◆ **SOURCE DATA**:
= Beginning of Section =

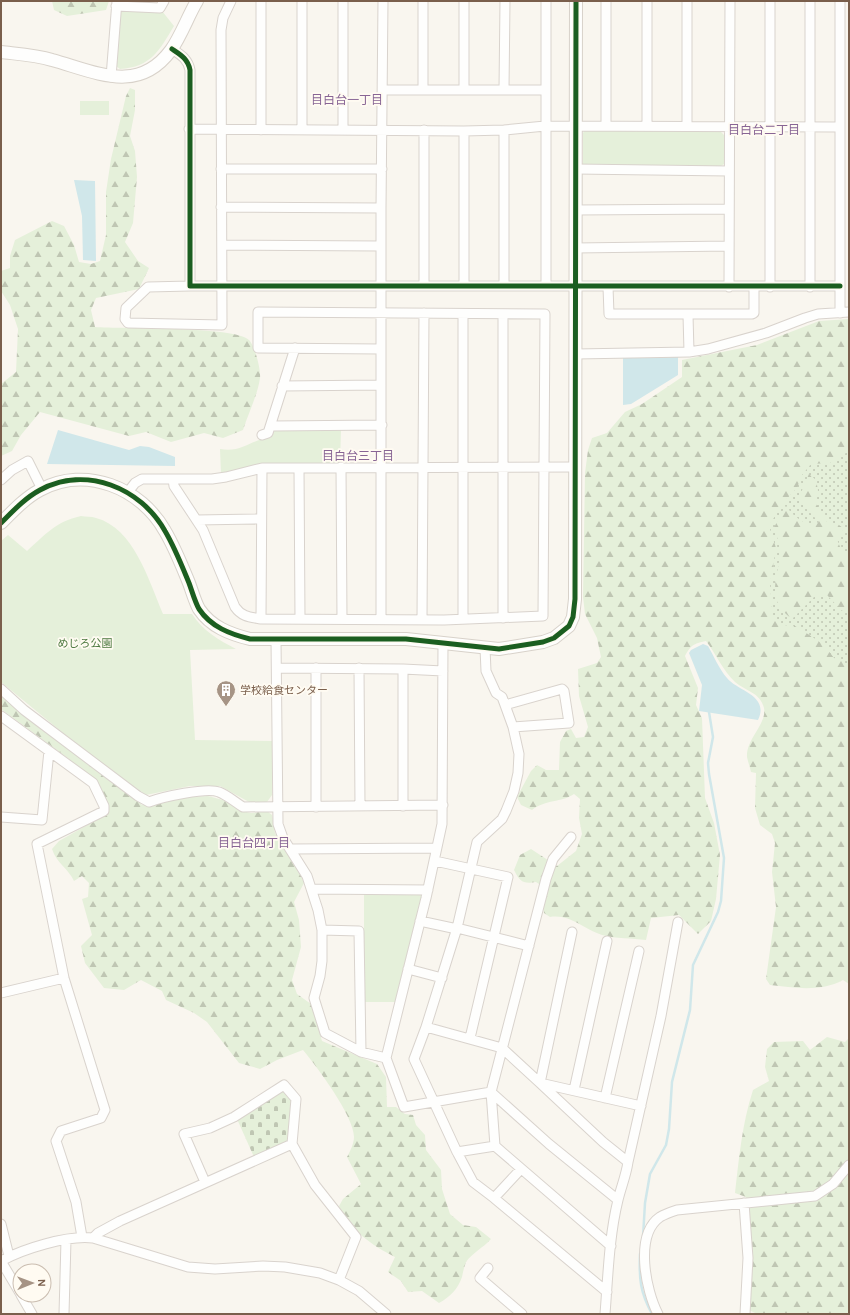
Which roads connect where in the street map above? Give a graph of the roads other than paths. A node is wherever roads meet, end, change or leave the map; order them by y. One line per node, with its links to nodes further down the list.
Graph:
1 (164, 1): 20 (street)
2 (197, 1): 23 (street)
3 (231, 1): 43 (street)
4 (261, 1): 44 (street)
5 (302, 1): 42 (street)
6 (343, 1): 45 (street)
7 (383, 1): 29 (street)
8 (423, 1): 27 (street)
9 (464, 1): 30 (street)
10 (505, 1): 28 (street)
11 (546, 1): 31 (street)
12 (576, 1): 34 (street)
13 (606, 1): 32 (street)
14 (647, 1): 35 (street)
15 (687, 1): 36 (street)
16 (730, 1): 37 (street)
17 (770, 1): 38 (street)
18 (810, 1): 39 (street)
19 (840, 1): 22 (street)
20 (117, 4): 26 (street)
21 (849, 20): 22 (street)
22 (840, 23): 25 (street)
23 (172, 49): 26 (street); 41 (street)
24 (1, 52): 26 (street)
25 (844, 71): 40 (street)
26 (111, 77)
27 (423, 89): 29 (street); 30 (street)
28 (504, 89): 30 (street); 31 (street)
29 (382, 90): 48 (street)
30 (464, 90)
31 (545, 90): 33 (street)
32 (606, 125): 34 (street); 35 (street)
33 (545, 126): 34 (street); 47 (street); 70 (street)
34 (575, 126): 52 (street)
35 (647, 126): 36 (street)
36 (687, 126): 37 (street)
37 (728, 127): 38 (street); 53 (street)
38 (770, 127): 39 (street); 76 (street)
39 (809, 127): 40 (street); 77 (street)
40 (839, 127): 54 (street)
41 (189, 129): 43 (street); 64 (street)
42 (302, 129): 44 (street); 45 (street)
43 (221, 130): 44 (street); 50 (street)
44 (261, 130)
45 (343, 130): 48 (street)
46 (424, 130): 48 (street); 49 (street); 67 (street)
47 (504, 130): 49 (street); 69 (street)
48 (382, 131): 51 (street)
49 (464, 131): 68 (street)
50 (221, 169): 51 (street); 56 (street)
51 (382, 169): 57 (street)
52 (575, 169): 53 (street); 59 (street)
53 (729, 171): 58 (street)
54 (839, 174): 55 (street); 71 (street)
55 (849, 174)
56 (221, 207): 57 (street); 60 (street)
57 (381, 208): 61 (street)
58 (728, 209): 59 (street); 62 (street)
59 (575, 210): 63 (street)
60 (222, 245): 61 (street); 65 (street)
61 (381, 246): 66 (street)
62 (728, 246): 63 (street); 74 (street)
63 (575, 248): 72 (street)
64 (190, 286): 65 (street); 65 (street)
65 (222, 286): 66 (street)
66 (382, 286): 67 (street); 78 (street)
67 (424, 286): 68 (street)
68 (464, 286): 69 (street)
69 (504, 286): 70 (street)
70 (546, 286): 72 (street)
71 (840, 286): 77 (street); 79 (street)
72 (575, 287): 73 (street); 87 (street)
73 (608, 287): 74 (street); 83 (street)
74 (729, 287): 75 (street)
75 (754, 287): 76 (street); 83 (street)
76 (770, 287): 77 (street)
77 (810, 287)
78 (382, 312): 80 (street); 84 (street); 85 (street)
79 (844, 312): 86 (street)
80 (424, 314): 81 (street); 95 (street)
81 (463, 314): 82 (street); 96 (street)
82 (503, 314): 97 (street); 98 (street)
83 (688, 315): 86 (street)
84 (295, 348): 85 (street); 89 (street)
85 (381, 349): 88 (street)
86 (689, 352): 87 (street)
87 (576, 354): 99 (street)
88 (382, 385): 89 (street); 90 (street)
89 (282, 386): 91 (street)
90 (382, 425): 91 (street); 93 (street)
91 (272, 426): 92 (street)
92 (262, 435)
93 (382, 466): 94 (street); 95 (street); 114 (street)
94 (341, 467): 101 (street); 113 (street)
95 (423, 467): 96 (street); 115 (street)
96 (464, 467): 97 (street); 109 (street)
97 (503, 467): 98 (street); 110 (street)
98 (543, 467): 99 (street); 110 (street)
99 (576, 467): 118 (street)
100 (262, 468): 101 (street); 102 (street); 107 (street)
101 (299, 468): 112 (street)
102 (173, 479): 105 (street); 106 (street)
103 (1, 480): 104 (street)
104 (42, 489): 105 (street); 108 (street)
105 (128, 492): 116 (street)
106 (197, 520): 107 (street); 111 (street)
107 (261, 520): 111 (street)
108 (1, 523)
109 (464, 618): 110 (street); 115 (street)
110 (503, 618)
111 (261, 619): 112 (street)
112 (300, 619): 113 (street)
113 (342, 619): 114 (street)
114 (382, 619): 115 (street)
115 (422, 620)
116 (276, 640): 117 (street); 119 (street)
117 (443, 643): 118 (street); 123 (street)
118 (485, 648): 125 (street)
119 (277, 668): 120 (street); 132 (street)
120 (316, 668): 121 (street); 133 (street)
121 (359, 668): 122 (street); 130 (street)
122 (403, 669): 123 (street); 131 (street)
123 (443, 671): 129 (street)
124 (1, 689): 132 (street)
125 (505, 705): 127 (street); 127 (street)
126 (1, 716): 128 (street)
127 (513, 727): 139 (street)
128 (49, 752): 134 (street); 152 (street)
129 (443, 805): 131 (street); 136 (street)
130 (360, 806): 131 (street); 133 (street)
131 (403, 806)
132 (276, 807): 133 (street); 137 (street)
133 (316, 807)
134 (1, 817)
135 (571, 836): 149 (street)
136 (436, 848): 137 (street); 138 (street)
137 (291, 849): 140 (street)
138 (435, 861): 139 (street); 141 (street)
139 (471, 870): 144 (street); 147 (street)
140 (312, 889): 141 (street); 145 (street)
141 (428, 890): 142 (street)
142 (420, 920): 144 (street); 151 (street)
143 (678, 922): 165 (street)
144 (457, 929): 147 (street); 153 (street)
145 (322, 930): 158 (street); 158 (street)
146 (572, 932): 160 (street)
147 (493, 938): 149 (street); 156 (street)
148 (607, 941): 161 (street)
149 (529, 946): 157 (street)
150 (639, 951): 163 (street)
151 (408, 969): 153 (street); 159 (street)
152 (64, 978): 154 (street); 177 (street)
153 (442, 978): 155 (street)
154 (1, 993)
155 (426, 1028): 156 (street); 164 (street)
156 (470, 1038): 157 (street)
157 (502, 1048): 160 (street); 162 (street)
158 (361, 1052): 159 (street)
159 (386, 1058): 164 (street)
160 (540, 1083): 161 (street); 169 (street)
161 (574, 1090): 163 (street)
162 (491, 1092): 164 (street); 167 (street); 174 (street)
163 (605, 1098): 165 (street)
164 (434, 1102): 168 (street)
165 (641, 1106): 169 (street)
166 (292, 1144): 172 (street); 172 (street); 184 (street)
167 (495, 1146): 168 (street); 171 (street)
168 (457, 1152): 173 (street)
169 (628, 1162): 174 (street)
170 (849, 1165): 175 (street)
171 (521, 1169): 173 (street); 180 (street)
172 (205, 1182): 178 (street)
173 (494, 1198): 185 (street)
174 (618, 1200): 180 (street)
175 (744, 1203): 192 (street); 193 (street)
176 (1, 1224): 181 (street)
177 (82, 1237): 178 (street); 179 (street)
178 (93, 1238): 184 (street)
179 (66, 1240): 181 (street); 188 (street)
180 (611, 1246): 185 (street)
181 (4, 1259): 183 (street)
182 (488, 1268): 190 (street)
183 (12, 1275)
184 (339, 1280): 189 (street)
185 (607, 1292): 191 (street)
186 (26, 1303): 187 (street)
187 (32, 1314)
188 (64, 1314)
189 (386, 1314)
190 (522, 1314)
191 (605, 1314)
192 (658, 1314)
193 (745, 1314)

= End of Section =

Every entry above should be printed again exactly, except for the pictures.

Which roads connect where in the street map above? Give a graph of the roads other than paths. A node is wherever roads meet, end, change or leave the map; order them by y. One line per node, with its links to nodes further down the list.
Graph:
1 (164, 1): 20 (street)
2 (197, 1): 23 (street)
3 (231, 1): 43 (street)
4 (261, 1): 44 (street)
5 (302, 1): 42 (street)
6 (343, 1): 45 (street)
7 (383, 1): 29 (street)
8 (423, 1): 27 (street)
9 (464, 1): 30 (street)
10 (505, 1): 28 (street)
11 (546, 1): 31 (street)
12 (576, 1): 34 (street)
13 (606, 1): 32 (street)
14 (647, 1): 35 (street)
15 (687, 1): 36 (street)
16 (730, 1): 37 (street)
17 (770, 1): 38 (street)
18 (810, 1): 39 (street)
19 (840, 1): 22 (street)
20 (117, 4): 26 (street)
21 (849, 20): 22 (street)
22 (840, 23): 25 (street)
23 (172, 49): 26 (street); 41 (street)
24 (1, 52): 26 (street)
25 (844, 71): 40 (street)
26 (111, 77)
27 (423, 89): 29 (street); 30 (street)
28 (504, 89): 30 (street); 31 (street)
29 (382, 90): 48 (street)
30 (464, 90)
31 (545, 90): 33 (street)
32 (606, 125): 34 (street); 35 (street)
33 (545, 126): 34 (street); 47 (street); 70 (street)
34 (575, 126): 52 (street)
35 (647, 126): 36 (street)
36 (687, 126): 37 (street)
37 (728, 127): 38 (street); 53 (street)
38 (770, 127): 39 (street); 76 (street)
39 (809, 127): 40 (street); 77 (street)
40 (839, 127): 54 (street)
41 (189, 129): 43 (street); 64 (street)
42 (302, 129): 44 (street); 45 (street)
43 (221, 130): 44 (street); 50 (street)
44 (261, 130)
45 (343, 130): 48 (street)
46 (424, 130): 48 (street); 49 (street); 67 (street)
47 (504, 130): 49 (street); 69 (street)
48 (382, 131): 51 (street)
49 (464, 131): 68 (street)
50 (221, 169): 51 (street); 56 (street)
51 (382, 169): 57 (street)
52 (575, 169): 53 (street); 59 (street)
53 (729, 171): 58 (street)
54 (839, 174): 55 (street); 71 (street)
55 (849, 174)
56 (221, 207): 57 (street); 60 (street)
57 (381, 208): 61 (street)
58 (728, 209): 59 (street); 62 (street)
59 (575, 210): 63 (street)
60 (222, 245): 61 (street); 65 (street)
61 (381, 246): 66 (street)
62 (728, 246): 63 (street); 74 (street)
63 (575, 248): 72 (street)
64 (190, 286): 65 (street); 65 (street)
65 (222, 286): 66 (street)
66 (382, 286): 67 (street); 78 (street)
67 (424, 286): 68 (street)
68 (464, 286): 69 (street)
69 (504, 286): 70 (street)
70 (546, 286): 72 (street)
71 (840, 286): 77 (street); 79 (street)
72 (575, 287): 73 (street); 87 (street)
73 (608, 287): 74 (street); 83 (street)
74 (729, 287): 75 (street)
75 (754, 287): 76 (street); 83 (street)
76 (770, 287): 77 (street)
77 (810, 287)
78 (382, 312): 80 (street); 84 (street); 85 (street)
79 (844, 312): 86 (street)
80 (424, 314): 81 (street); 95 (street)
81 (463, 314): 82 (street); 96 (street)
82 (503, 314): 97 (street); 98 (street)
83 (688, 315): 86 (street)
84 (295, 348): 85 (street); 89 (street)
85 (381, 349): 88 (street)
86 (689, 352): 87 (street)
87 (576, 354): 99 (street)
88 (382, 385): 89 (street); 90 (street)
89 (282, 386): 91 (street)
90 (382, 425): 91 (street); 93 (street)
91 (272, 426): 92 (street)
92 (262, 435)
93 (382, 466): 94 (street); 95 (street); 114 (street)
94 (341, 467): 101 (street); 113 (street)
95 (423, 467): 96 (street); 115 (street)
96 (464, 467): 97 (street); 109 (street)
97 (503, 467): 98 (street); 110 (street)
98 (543, 467): 99 (street); 110 (street)
99 (576, 467): 118 (street)
100 (262, 468): 101 (street); 102 (street); 107 (street)
101 (299, 468): 112 (street)
102 (173, 479): 105 (street); 106 (street)
103 (1, 480): 104 (street)
104 (42, 489): 105 (street); 108 (street)
105 (128, 492): 116 (street)
106 (197, 520): 107 (street); 111 (street)
107 (261, 520): 111 (street)
108 (1, 523)
109 (464, 618): 110 (street); 115 (street)
110 (503, 618)
111 (261, 619): 112 (street)
112 (300, 619): 113 (street)
113 (342, 619): 114 (street)
114 (382, 619): 115 (street)
115 (422, 620)
116 (276, 640): 117 (street); 119 (street)
117 (443, 643): 118 (street); 123 (street)
118 (485, 648): 125 (street)
119 (277, 668): 120 (street); 132 (street)
120 (316, 668): 121 (street); 133 (street)
121 (359, 668): 122 (street); 130 (street)
122 (403, 669): 123 (street); 131 (street)
123 (443, 671): 129 (street)
124 (1, 689): 132 (street)
125 (505, 705): 127 (street); 127 (street)
126 (1, 716): 128 (street)
127 (513, 727): 139 (street)
128 (49, 752): 134 (street); 152 (street)
129 (443, 805): 131 (street); 136 (street)
130 (360, 806): 131 (street); 133 (street)
131 (403, 806)
132 (276, 807): 133 (street); 137 (street)
133 (316, 807)
134 (1, 817)
135 (571, 836): 149 (street)
136 (436, 848): 137 (street); 138 (street)
137 (291, 849): 140 (street)
138 (435, 861): 139 (street); 141 (street)
139 (471, 870): 144 (street); 147 (street)
140 (312, 889): 141 (street); 145 (street)
141 (428, 890): 142 (street)
142 (420, 920): 144 (street); 151 (street)
143 (678, 922): 165 (street)
144 (457, 929): 147 (street); 153 (street)
145 (322, 930): 158 (street); 158 (street)
146 (572, 932): 160 (street)
147 (493, 938): 149 (street); 156 (street)
148 (607, 941): 161 (street)
149 (529, 946): 157 (street)
150 (639, 951): 163 (street)
151 (408, 969): 153 (street); 159 (street)
152 (64, 978): 154 (street); 177 (street)
153 (442, 978): 155 (street)
154 (1, 993)
155 (426, 1028): 156 (street); 164 (street)
156 (470, 1038): 157 (street)
157 (502, 1048): 160 (street); 162 (street)
158 (361, 1052): 159 (street)
159 (386, 1058): 164 (street)
160 (540, 1083): 161 (street); 169 (street)
161 (574, 1090): 163 (street)
162 (491, 1092): 164 (street); 167 (street); 174 (street)
163 (605, 1098): 165 (street)
164 (434, 1102): 168 (street)
165 (641, 1106): 169 (street)
166 (292, 1144): 172 (street); 172 (street); 184 (street)
167 (495, 1146): 168 (street); 171 (street)
168 (457, 1152): 173 (street)
169 (628, 1162): 174 (street)
170 (849, 1165): 175 (street)
171 (521, 1169): 173 (street); 180 (street)
172 (205, 1182): 178 (street)
173 (494, 1198): 185 (street)
174 (618, 1200): 180 (street)
175 (744, 1203): 192 (street); 193 (street)
176 (1, 1224): 181 (street)
177 (82, 1237): 178 (street); 179 (street)
178 (93, 1238): 184 (street)
179 (66, 1240): 181 (street); 188 (street)
180 (611, 1246): 185 (street)
181 (4, 1259): 183 (street)
182 (488, 1268): 190 (street)
183 (12, 1275)
184 (339, 1280): 189 (street)
185 (607, 1292): 191 (street)
186 (26, 1303): 187 (street)
187 (32, 1314)
188 (64, 1314)
189 (386, 1314)
190 (522, 1314)
191 (605, 1314)
192 (658, 1314)
193 (745, 1314)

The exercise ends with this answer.